# [What to do]
Scan the records below. Copy every line in which the word "roads" appears.

#### Material for this task ####

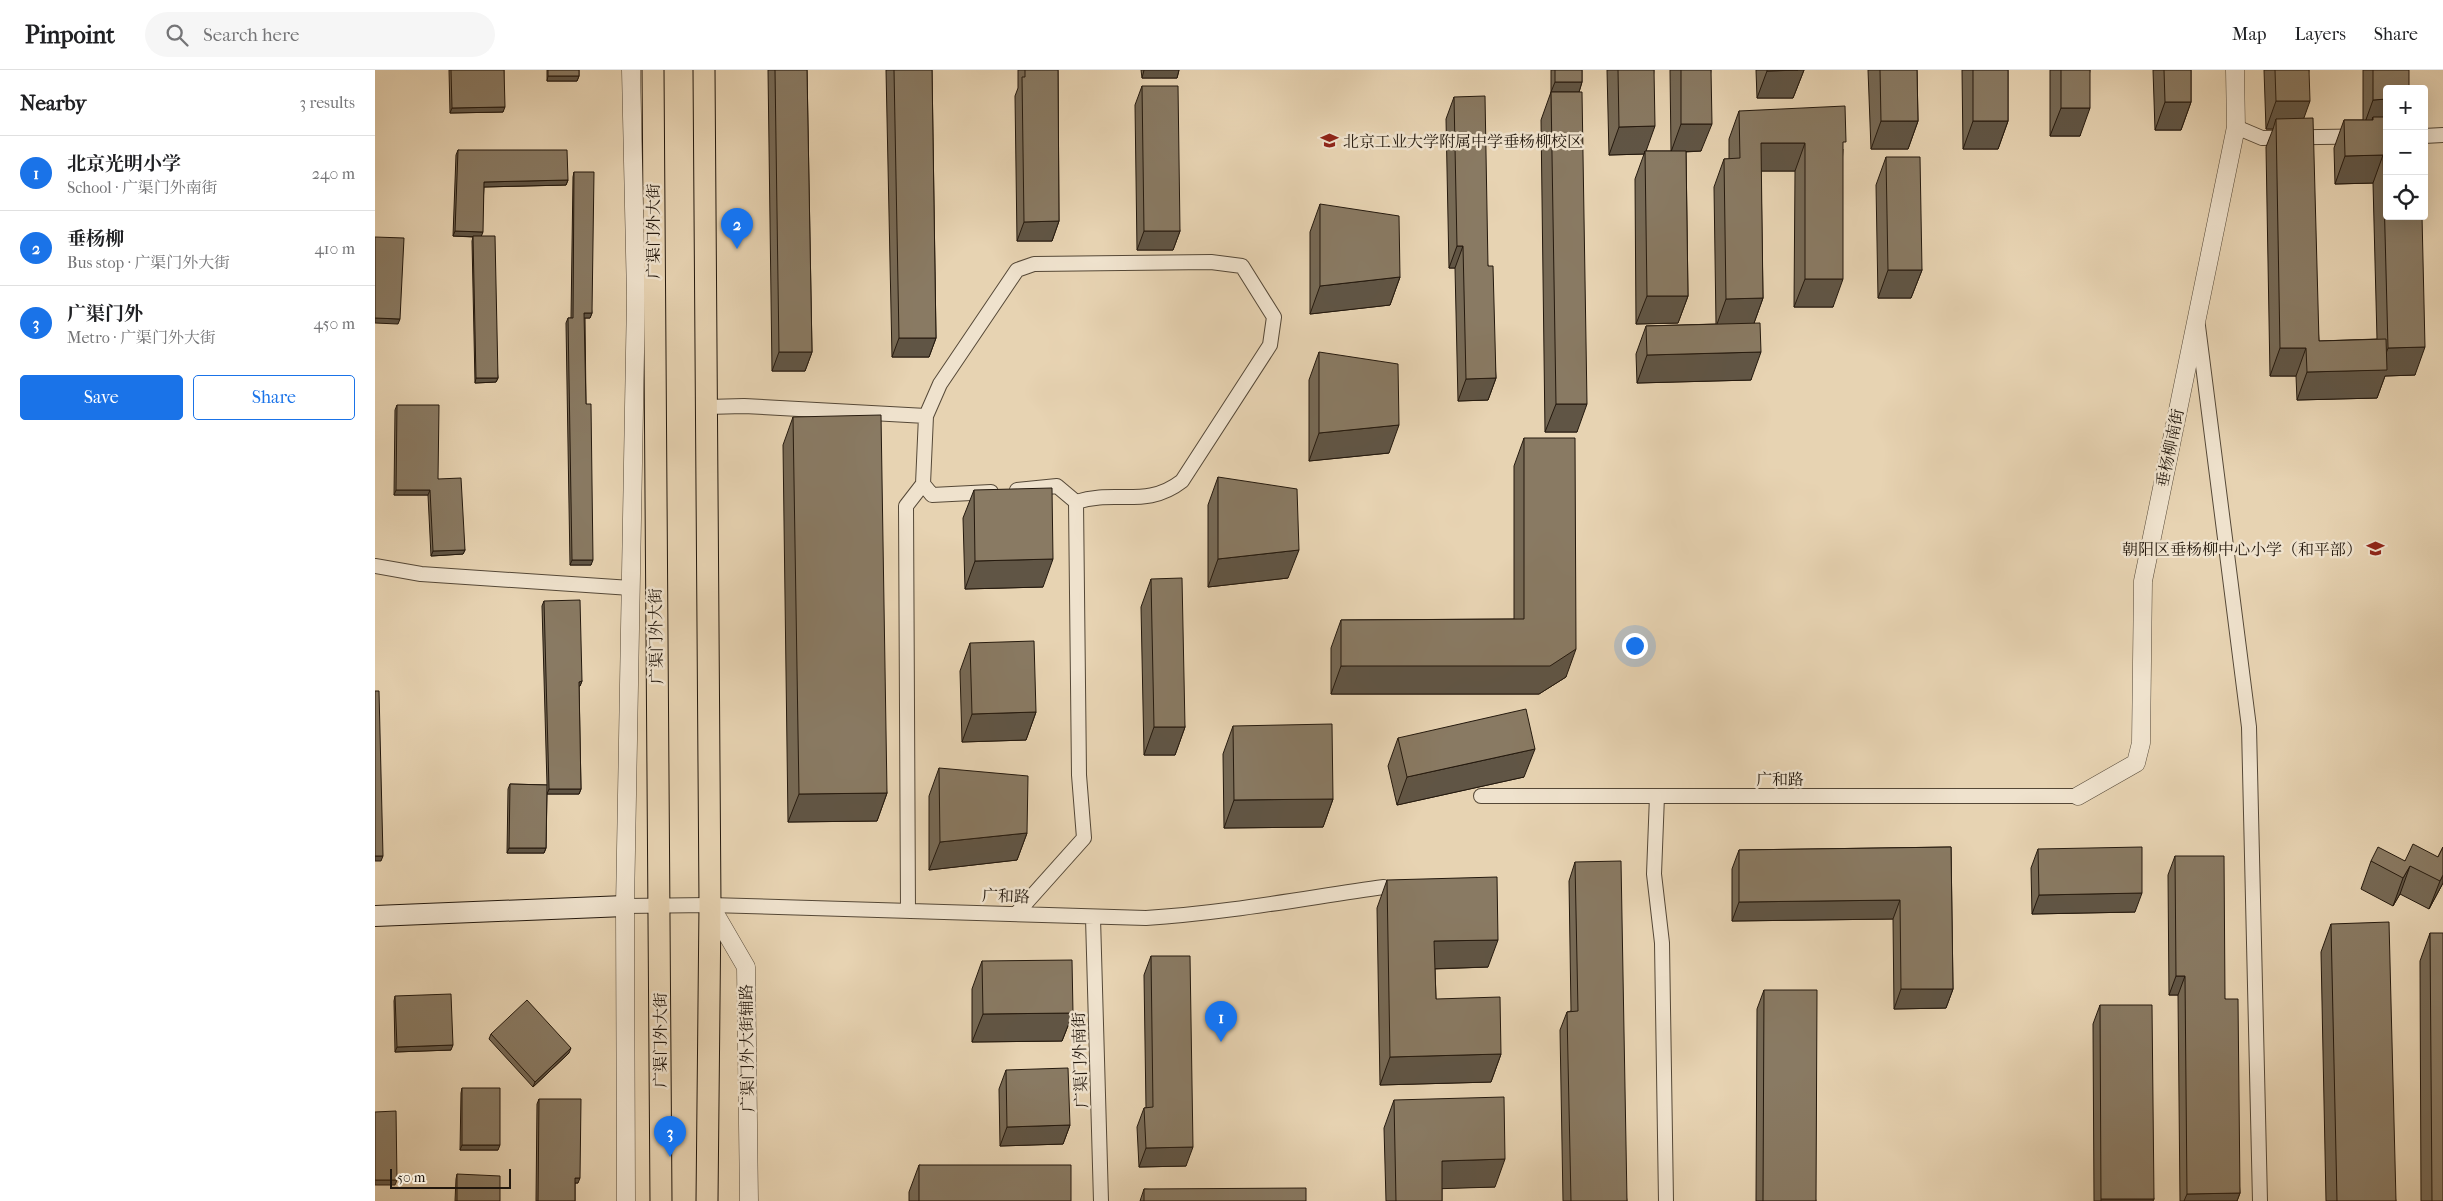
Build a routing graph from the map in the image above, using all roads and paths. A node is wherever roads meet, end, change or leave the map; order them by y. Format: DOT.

####
#### Material for this task ####

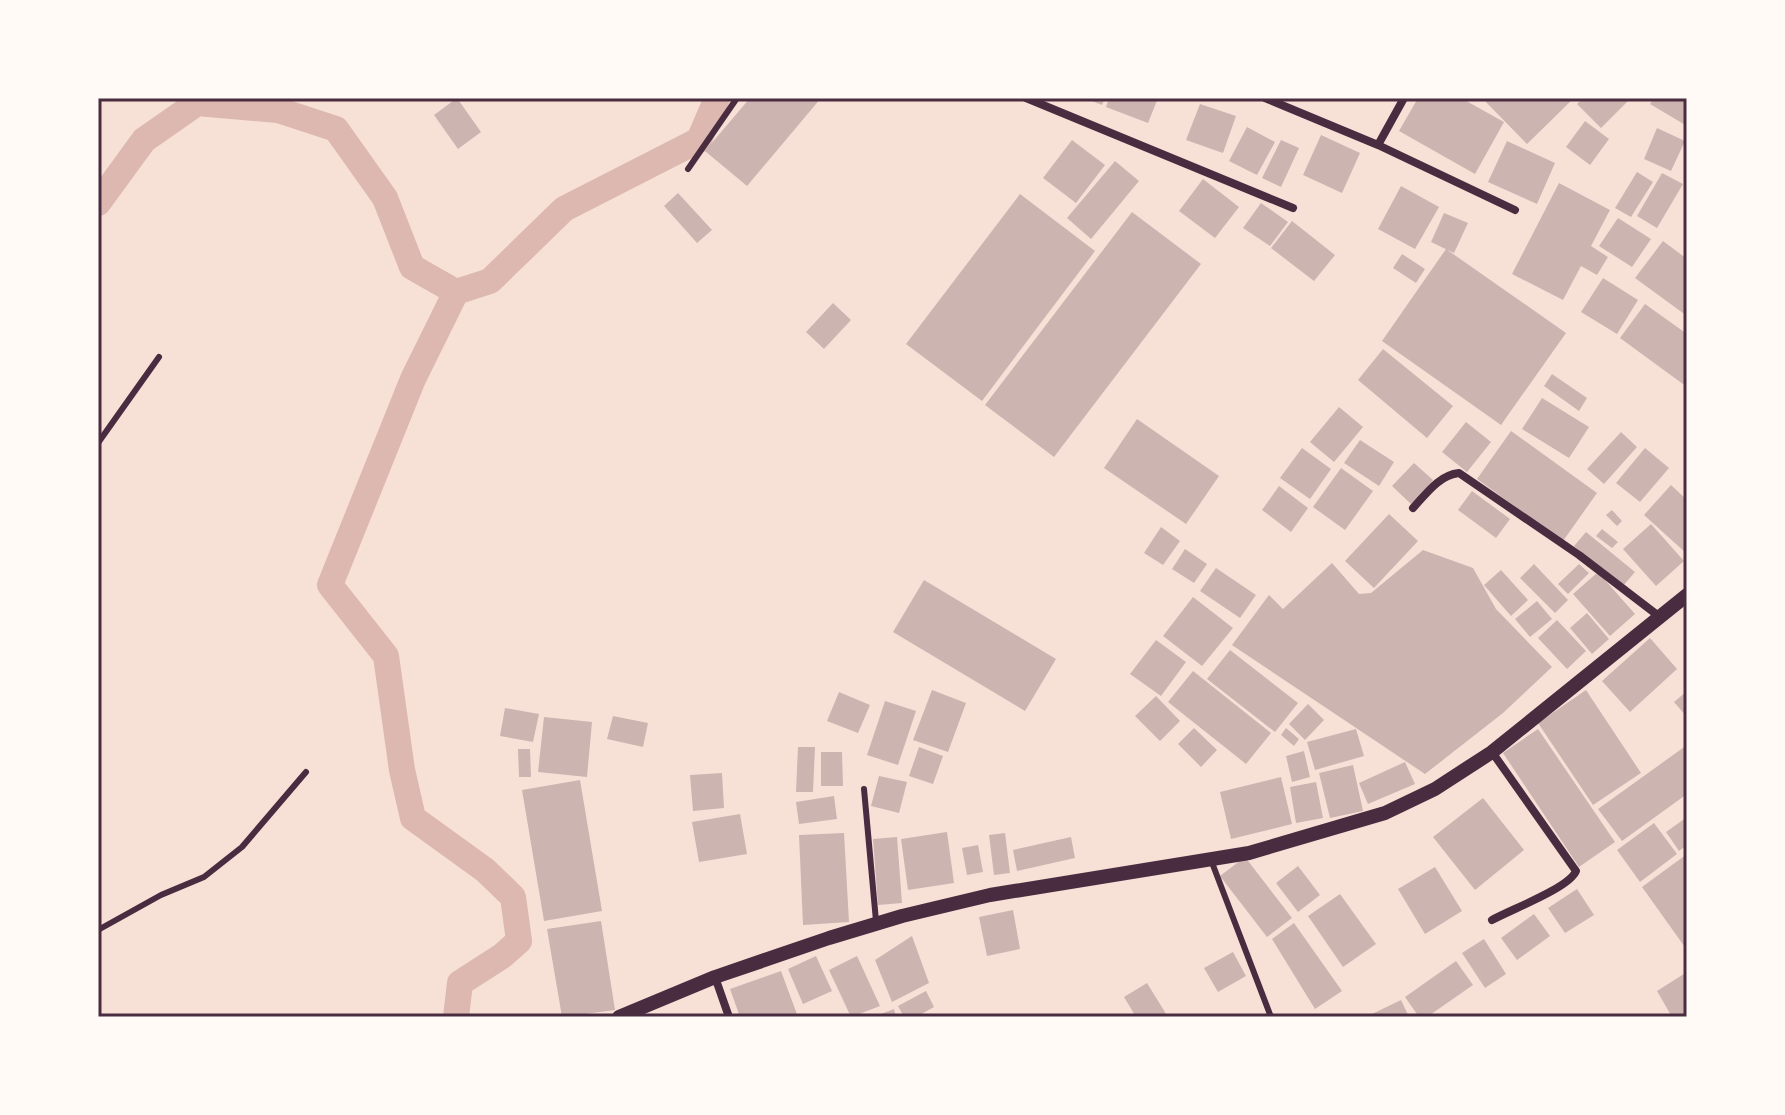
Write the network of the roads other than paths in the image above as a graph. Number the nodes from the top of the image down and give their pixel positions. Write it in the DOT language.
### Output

####

# [Written solution]
Build a routing graph from the map in the image above, using all roads and paths. A node is wherever roads meet, end, change or leave the map; order them by y. Format: DOT.
Write the network of the roads other than paths in the image above as a graph. Number the nodes from the top of the image down and give their pixel positions. Write it in the DOT language.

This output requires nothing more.